YOUR TASK:
Copy each line from the entries that the word "Lavinia" appears in.

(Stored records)
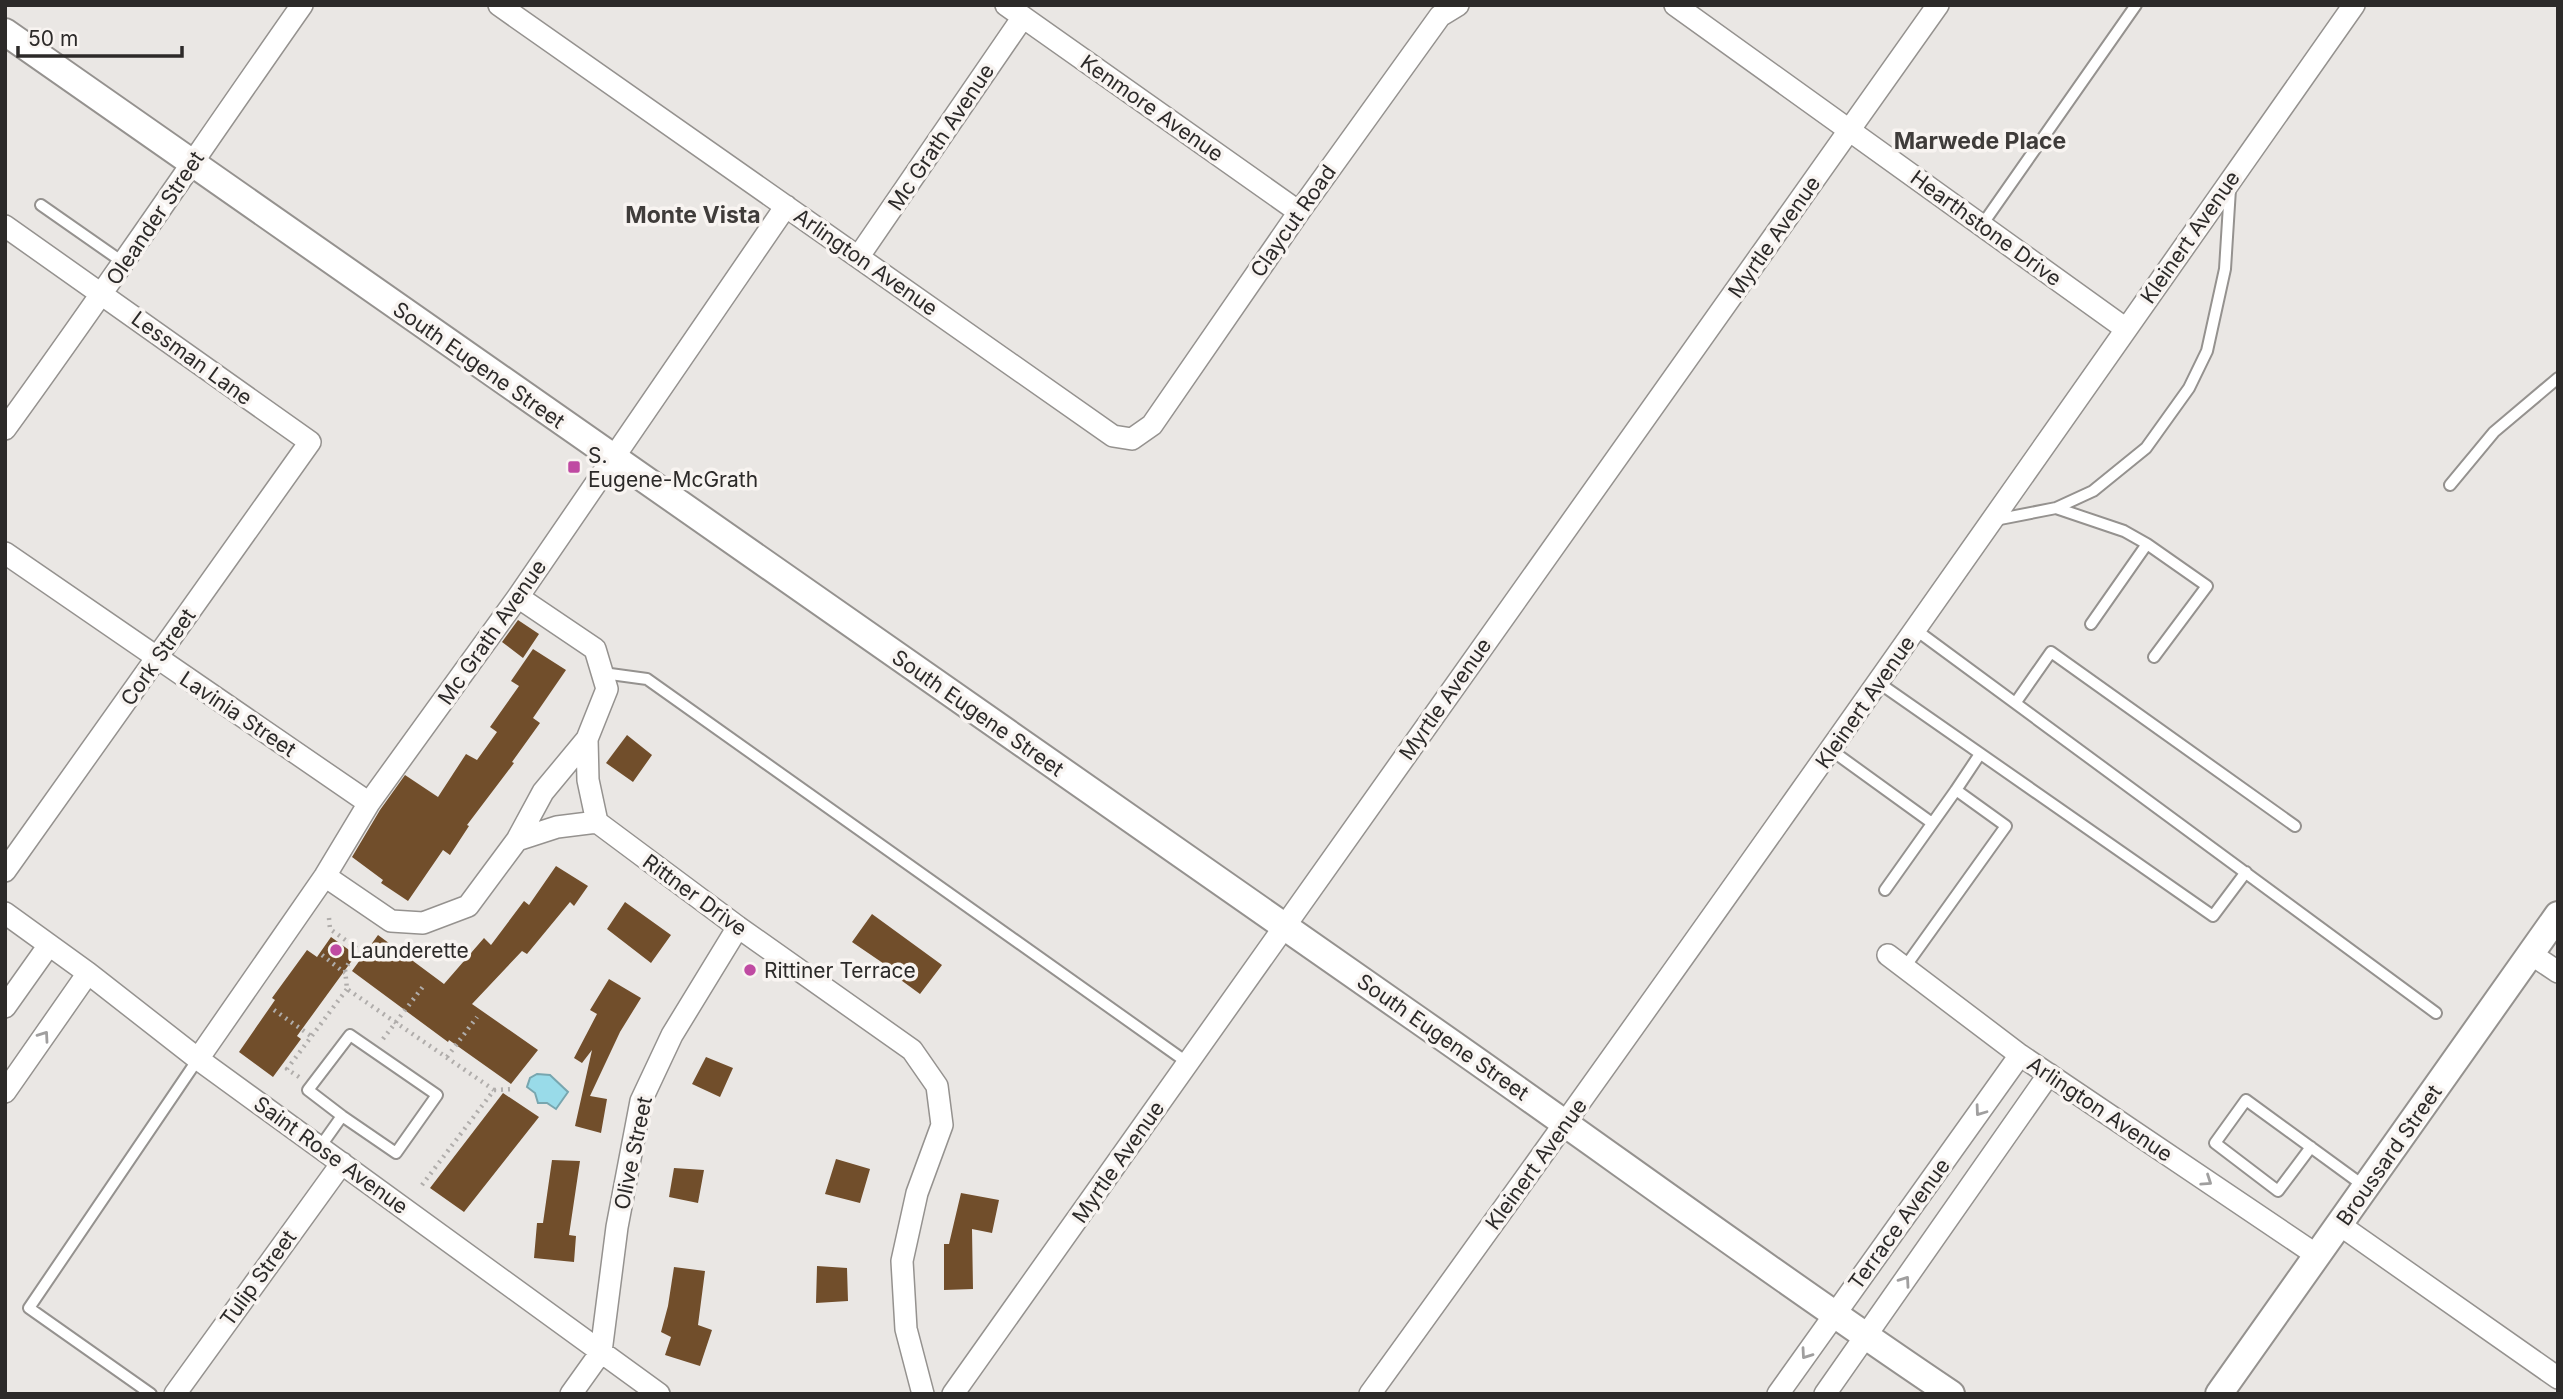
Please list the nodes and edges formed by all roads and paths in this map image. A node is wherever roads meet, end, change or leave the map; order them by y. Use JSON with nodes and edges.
{"nodes":[{"id":1,"x":302,"y":5,"type":"edge"},
{"id":2,"x":499,"y":5,"type":"edge"},
{"id":3,"x":1458,"y":5,"type":"edge"},
{"id":4,"x":1675,"y":5,"type":"edge"},
{"id":5,"x":1938,"y":5,"type":"edge"},
{"id":6,"x":2136,"y":5,"type":"edge"},
{"id":7,"x":2354,"y":5,"type":"edge"},
{"id":8,"x":1014,"y":11,"type":"edge"},
{"id":9,"x":5,"y":32,"type":"edge"},
{"id":10,"x":1849,"y":130,"type":"junction"},
{"id":11,"x":191,"y":163,"type":"junction"},
{"id":12,"x":2230,"y":181,"type":"junction"},
{"id":13,"x":41,"y":205,"type":"dead end"},
{"id":14,"x":786,"y":206,"type":"junction"},
{"id":15,"x":1299,"y":212,"type":"junction"},
{"id":16,"x":1982,"y":225,"type":"junction"},
{"id":17,"x":5,"y":226,"type":"edge"},
{"id":18,"x":859,"y":256,"type":"junction"},
{"id":19,"x":124,"y":263,"type":"junction"},
{"id":20,"x":103,"y":294,"type":"junction"},
{"id":21,"x":2126,"y":329,"type":"junction"},
{"id":22,"x":2558,"y":378,"type":"edge"},
{"id":23,"x":5,"y":429,"type":"edge"},
{"id":24,"x":1132,"y":439,"type":"joint"},
{"id":25,"x":310,"y":442,"type":"joint"},
{"id":26,"x":612,"y":458,"type":"junction"},
{"id":27,"x":2450,"y":485,"type":"dead end"},
{"id":28,"x":2056,"y":508,"type":"junction"},
{"id":29,"x":1993,"y":520,"type":"junction"},
{"id":30,"x":2147,"y":544,"type":"junction"},
{"id":31,"x":5,"y":553,"type":"edge"},
{"id":32,"x":518,"y":597,"type":"junction"},
{"id":33,"x":2091,"y":624,"type":"dead end"},
{"id":34,"x":1916,"y":630,"type":"junction"},
{"id":35,"x":2154,"y":657,"type":"dead end"},
{"id":36,"x":157,"y":659,"type":"junction"},
{"id":37,"x":603,"y":673,"type":"junction"},
{"id":38,"x":1878,"y":683,"type":"junction"},
{"id":39,"x":2016,"y":702,"type":"junction"},
{"id":40,"x":587,"y":739,"type":"junction"},
{"id":41,"x":1831,"y":750,"type":"junction"},
{"id":42,"x":1980,"y":754,"type":"junction"},
{"id":43,"x":1956,"y":790,"type":"junction"},
{"id":44,"x":369,"y":803,"type":"junction"},
{"id":45,"x":597,"y":822,"type":"junction"},
{"id":46,"x":1932,"y":823,"type":"junction"},
{"id":47,"x":2295,"y":826,"type":"dead end"},
{"id":48,"x":517,"y":839,"type":"junction"},
{"id":49,"x":5,"y":871,"type":"edge"},
{"id":50,"x":2246,"y":872,"type":"junction"},
{"id":51,"x":325,"y":876,"type":"junction"},
{"id":52,"x":1885,"y":890,"type":"dead end"},
{"id":53,"x":5,"y":913,"type":"edge"},
{"id":54,"x":2558,"y":915,"type":"edge"},
{"id":55,"x":329,"y":918,"type":"dead end"},
{"id":56,"x":738,"y":927,"type":"junction"},
{"id":57,"x":1284,"y":927,"type":"junction"},
{"id":58,"x":49,"y":944,"type":"junction"},
{"id":59,"x":2531,"y":954,"type":"junction"},
{"id":60,"x":321,"y":955,"type":"dead end"},
{"id":61,"x":1896,"y":961,"type":"joint"},
{"id":62,"x":2558,"y":972,"type":"edge"},
{"id":63,"x":88,"y":973,"type":"junction"},
{"id":64,"x":345,"y":973,"type":"junction"},
{"id":65,"x":425,"y":984,"type":"dead end"},
{"id":66,"x":347,"y":989,"type":"junction"},
{"id":67,"x":5,"y":1007,"type":"edge"},
{"id":68,"x":274,"y":1010,"type":"dead end"},
{"id":69,"x":2436,"y":1013,"type":"dead end"},
{"id":70,"x":477,"y":1017,"type":"dead end"},
{"id":71,"x":396,"y":1023,"type":"junction"},
{"id":72,"x":311,"y":1036,"type":"junction"},
{"id":73,"x":2020,"y":1055,"type":"junction"},
{"id":74,"x":447,"y":1058,"type":"junction"},
{"id":75,"x":198,"y":1059,"type":"junction"},
{"id":76,"x":1188,"y":1063,"type":"junction"},
{"id":77,"x":287,"y":1069,"type":"dead end"},
{"id":78,"x":2049,"y":1074,"type":"junction"},
{"id":79,"x":513,"y":1089,"type":"dead end"},
{"id":80,"x":494,"y":1090,"type":"junction"},
{"id":81,"x":5,"y":1092,"type":"edge"},
{"id":82,"x":342,"y":1116,"type":"junction"},
{"id":83,"x":1566,"y":1123,"type":"junction"},
{"id":84,"x":320,"y":1147,"type":"junction"},
{"id":85,"x":2311,"y":1147,"type":"junction"},
{"id":86,"x":342,"y":1163,"type":"junction"},
{"id":87,"x":422,"y":1185,"type":"dead end"},
{"id":88,"x":2366,"y":1188,"type":"junction"},
{"id":89,"x":2340,"y":1225,"type":"junction"},
{"id":90,"x":2318,"y":1256,"type":"junction"},
{"id":91,"x":1834,"y":1315,"type":"junction"},
{"id":92,"x":1866,"y":1337,"type":"junction"},
{"id":93,"x":601,"y":1352,"type":"junction"},
{"id":94,"x":2558,"y":1378,"type":"edge"},
{"id":95,"x":151,"y":1394,"type":"edge"},
{"id":96,"x":175,"y":1394,"type":"edge"},
{"id":97,"x":571,"y":1394,"type":"edge"},
{"id":98,"x":659,"y":1394,"type":"edge"},
{"id":99,"x":923,"y":1394,"type":"edge"},
{"id":100,"x":953,"y":1394,"type":"edge"},
{"id":101,"x":1370,"y":1394,"type":"edge"},
{"id":102,"x":1778,"y":1394,"type":"edge"},
{"id":103,"x":1825,"y":1394,"type":"edge"},
{"id":104,"x":1951,"y":1394,"type":"edge"},
{"id":105,"x":2220,"y":1394,"type":"edge"}],
"edges":[{"from":1,"to":11,"type":"street","name":"Oleander Street"},
{"from":2,"to":14,"type":"street","name":"Arlington Avenue"},
{"from":3,"to":15,"type":"street","name":"Claycut Road"},
{"from":4,"to":10,"type":"street","name":"Hearthstone Drive"},
{"from":5,"to":10,"type":"street","name":"Myrtle Avenue"},
{"from":6,"to":16,"type":"lane"},
{"from":7,"to":12,"type":"street","name":"Kleinert Avenue"},
{"from":8,"to":15,"type":"street","name":"Kenmore Avenue"},
{"from":8,"to":18,"type":"street","name":"Mc Grath Avenue"},
{"from":9,"to":11,"type":"street","name":"South Eugene Street"},
{"from":10,"to":16,"type":"street","name":"Hearthstone Drive"},
{"from":10,"to":57,"type":"street","name":"Myrtle Avenue"},
{"from":11,"to":19,"type":"street","name":"Oleander Street"},
{"from":11,"to":26,"type":"street","name":"South Eugene Street"},
{"from":12,"to":21,"type":"street","name":"Kleinert Avenue"},
{"from":12,"to":28,"type":"lane"},
{"from":13,"to":19,"type":"lane"},
{"from":14,"to":18,"type":"street","name":"Arlington Avenue"},
{"from":14,"to":26,"type":"street","name":"Mc Grath Avenue"},
{"from":15,"to":24,"type":"street","name":"Claycut Road"},
{"from":16,"to":21,"type":"street","name":"Hearthstone Drive"},
{"from":17,"to":20,"type":"street","name":"Lessman Lane"},
{"from":18,"to":24,"type":"street","name":"Arlington Avenue"},
{"from":19,"to":20,"type":"street","name":"Oleander Street"},
{"from":20,"to":23,"type":"street","name":"Oleander Street"},
{"from":20,"to":25,"type":"street","name":"Lessman Lane"},
{"from":21,"to":29,"type":"street","name":"Kleinert Avenue"},
{"from":22,"to":27,"type":"lane"},
{"from":25,"to":36,"type":"street","name":"Cork Street"},
{"from":26,"to":32,"type":"street","name":"Mc Grath Avenue"},
{"from":26,"to":57,"type":"street","name":"South Eugene Street"},
{"from":28,"to":29,"type":"lane"},
{"from":28,"to":30,"type":"lane"},
{"from":29,"to":34,"type":"street","name":"Kleinert Avenue"},
{"from":30,"to":33,"type":"lane"},
{"from":30,"to":35,"type":"lane"},
{"from":31,"to":36,"type":"street","name":"Lavinia Street"},
{"from":32,"to":37,"type":"street"},
{"from":32,"to":44,"type":"street","name":"Mc Grath Avenue"},
{"from":34,"to":38,"type":"street","name":"Kleinert Avenue"},
{"from":34,"to":39,"type":"lane"},
{"from":36,"to":44,"type":"street","name":"Lavinia Street"},
{"from":36,"to":49,"type":"street","name":"Cork Street"},
{"from":37,"to":40,"type":"street"},
{"from":37,"to":76,"type":"lane"},
{"from":38,"to":41,"type":"street","name":"Kleinert Avenue"},
{"from":38,"to":42,"type":"lane"},
{"from":39,"to":47,"type":"lane"},
{"from":39,"to":50,"type":"lane"},
{"from":40,"to":45,"type":"street"},
{"from":40,"to":48,"type":"street"},
{"from":41,"to":46,"type":"lane"},
{"from":41,"to":83,"type":"street","name":"Kleinert Avenue"},
{"from":42,"to":43,"type":"lane"},
{"from":42,"to":50,"type":"lane"},
{"from":43,"to":46,"type":"lane"},
{"from":43,"to":61,"type":"lane"},
{"from":44,"to":51,"type":"street","name":"Mc Grath Avenue"},
{"from":45,"to":48,"type":"street"},
{"from":45,"to":56,"type":"street","name":"Rittner Drive"},
{"from":46,"to":52,"type":"lane"},
{"from":48,"to":51,"type":"street"},
{"from":50,"to":69,"type":"lane"},
{"from":51,"to":75,"type":"street","name":"Mc Grath Avenue"},
{"from":53,"to":58,"type":"street","name":"Saint Rose Avenue"},
{"from":54,"to":59,"type":"street","name":"Broussard Street"},
{"from":55,"to":64,"type":"path"},
{"from":56,"to":93,"type":"street","name":"Olive Street"},
{"from":56,"to":99,"type":"street","name":"Rittner Drive"},
{"from":57,"to":76,"type":"street","name":"Myrtle Avenue"},
{"from":57,"to":83,"type":"street","name":"South Eugene Street"},
{"from":58,"to":63,"type":"street","name":"Saint Rose Avenue"},
{"from":58,"to":67,"type":"street"},
{"from":59,"to":62,"type":"street"},
{"from":59,"to":88,"type":"street","name":"Broussard Street"},
{"from":60,"to":64,"type":"path"},
{"from":61,"to":73,"type":"street","name":"Arlington Avenue"},
{"from":63,"to":75,"type":"street","name":"Saint Rose Avenue"},
{"from":81,"to":63,"type":"street","one_way":true},
{"from":64,"to":66,"type":"path"},
{"from":65,"to":71,"type":"path"},
{"from":66,"to":71,"type":"path"},
{"from":66,"to":72,"type":"path"},
{"from":68,"to":72,"type":"path"},
{"from":70,"to":74,"type":"path"},
{"from":71,"to":74,"type":"path"},
{"from":72,"to":77,"type":"path"},
{"from":73,"to":78,"type":"street","name":"Arlington Avenue"},
{"from":73,"to":91,"type":"street","name":"Terrace Avenue","one_way":true},
{"from":74,"to":80,"type":"path"},
{"from":75,"to":84,"type":"street","name":"Saint Rose Avenue"},
{"from":75,"to":95,"type":"lane"},
{"from":76,"to":100,"type":"street","name":"Myrtle Avenue"},
{"from":78,"to":90,"type":"street","name":"Arlington Avenue","one_way":true},
{"from":92,"to":78,"type":"street","name":"Terrace Avenue","one_way":true},
{"from":79,"to":80,"type":"path"},
{"from":80,"to":87,"type":"path"},
{"from":82,"to":82,"type":"lane"},
{"from":82,"to":84,"type":"lane"},
{"from":83,"to":91,"type":"street","name":"South Eugene Street"},
{"from":83,"to":101,"type":"street","name":"Kleinert Avenue"},
{"from":84,"to":86,"type":"street","name":"Saint Rose Avenue"},
{"from":85,"to":85,"type":"lane"},
{"from":85,"to":88,"type":"lane"},
{"from":86,"to":93,"type":"street","name":"Saint Rose Avenue"},
{"from":86,"to":96,"type":"street","name":"Tulip Street"},
{"from":88,"to":89,"type":"street","name":"Broussard Street"},
{"from":89,"to":90,"type":"street","name":"Broussard Street"},
{"from":89,"to":94,"type":"street"},
{"from":90,"to":105,"type":"street","name":"Broussard Street"},
{"from":91,"to":92,"type":"street","name":"South Eugene Street"},
{"from":91,"to":102,"type":"street","name":"Terrace Avenue","one_way":true},
{"from":92,"to":103,"type":"street","name":"Terrace Avenue"},
{"from":92,"to":104,"type":"street","name":"South Eugene Street"},
{"from":93,"to":97,"type":"street","name":"Olive Street"},
{"from":93,"to":98,"type":"street","name":"Saint Rose Avenue"}]}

OUTPUT OF THE EXERCISE:
{"from":31,"to":36,"type":"street","name":"Lavinia Street"},
{"from":36,"to":44,"type":"street","name":"Lavinia Street"},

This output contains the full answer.